* [Working data]
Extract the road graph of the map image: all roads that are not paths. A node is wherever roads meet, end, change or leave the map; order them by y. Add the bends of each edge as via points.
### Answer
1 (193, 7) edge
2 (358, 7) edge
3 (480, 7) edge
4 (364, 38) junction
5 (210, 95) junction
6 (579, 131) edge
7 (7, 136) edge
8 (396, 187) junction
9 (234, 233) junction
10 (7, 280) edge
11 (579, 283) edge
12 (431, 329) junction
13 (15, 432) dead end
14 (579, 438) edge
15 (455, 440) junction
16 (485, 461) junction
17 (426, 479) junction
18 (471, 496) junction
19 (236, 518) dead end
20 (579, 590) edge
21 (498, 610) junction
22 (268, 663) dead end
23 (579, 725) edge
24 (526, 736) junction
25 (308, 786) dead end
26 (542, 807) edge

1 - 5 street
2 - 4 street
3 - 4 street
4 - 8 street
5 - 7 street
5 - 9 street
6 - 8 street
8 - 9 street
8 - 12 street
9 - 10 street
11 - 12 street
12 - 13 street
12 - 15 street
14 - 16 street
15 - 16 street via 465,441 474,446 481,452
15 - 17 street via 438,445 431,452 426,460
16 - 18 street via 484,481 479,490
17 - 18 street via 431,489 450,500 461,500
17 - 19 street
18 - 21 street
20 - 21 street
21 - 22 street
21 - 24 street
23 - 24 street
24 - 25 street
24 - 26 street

--

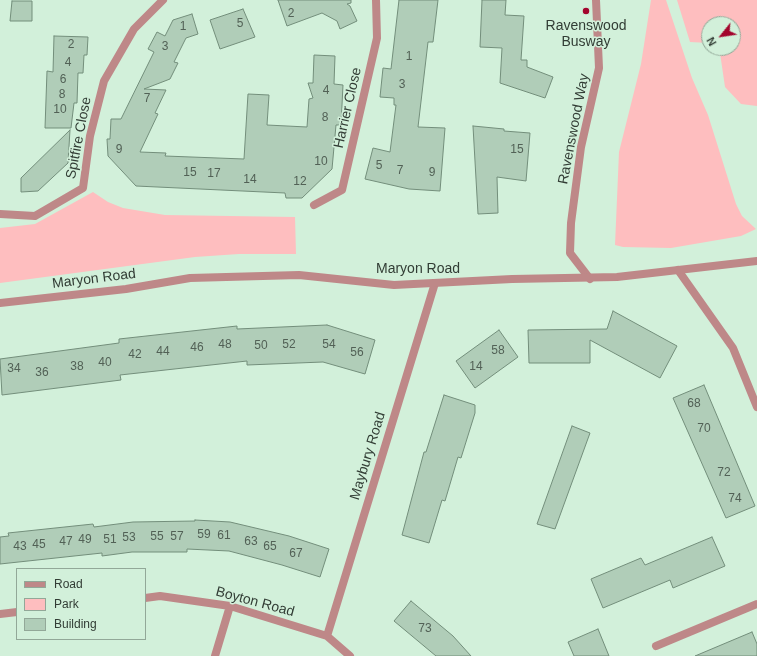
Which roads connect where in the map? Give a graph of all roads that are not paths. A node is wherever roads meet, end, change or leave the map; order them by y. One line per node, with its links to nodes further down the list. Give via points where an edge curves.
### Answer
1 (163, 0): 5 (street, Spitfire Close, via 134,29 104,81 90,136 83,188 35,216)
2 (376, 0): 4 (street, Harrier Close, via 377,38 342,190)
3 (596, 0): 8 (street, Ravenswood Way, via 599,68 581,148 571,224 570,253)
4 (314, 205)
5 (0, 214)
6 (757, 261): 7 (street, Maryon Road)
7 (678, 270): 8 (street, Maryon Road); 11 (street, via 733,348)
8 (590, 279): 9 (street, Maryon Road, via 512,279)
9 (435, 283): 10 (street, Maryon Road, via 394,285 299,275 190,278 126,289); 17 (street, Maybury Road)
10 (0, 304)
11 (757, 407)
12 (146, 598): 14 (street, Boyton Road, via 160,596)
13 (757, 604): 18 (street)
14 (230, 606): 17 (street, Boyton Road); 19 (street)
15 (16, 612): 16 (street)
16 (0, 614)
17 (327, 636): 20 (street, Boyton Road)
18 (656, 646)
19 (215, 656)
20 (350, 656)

* * *

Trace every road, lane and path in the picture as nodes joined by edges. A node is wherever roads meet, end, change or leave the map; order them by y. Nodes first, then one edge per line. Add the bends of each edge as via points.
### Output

* [Problem statement]
Looking at the entries above, copy out every line in which "that" occurs.

* [Output for this exercise]
Extract the road graph of the map image: all roads that are not paths. A node is wherever roads meet, end, change or leave the map; order them by y. Add the bends of each edge as via points.
Which roads connect where in the map? Give a graph of all roads that are not paths. A node is wherever roads meet, end, change or leave the map; order them by y. One line per node, with its links to nodes further down the list. Give via points where an edge curves.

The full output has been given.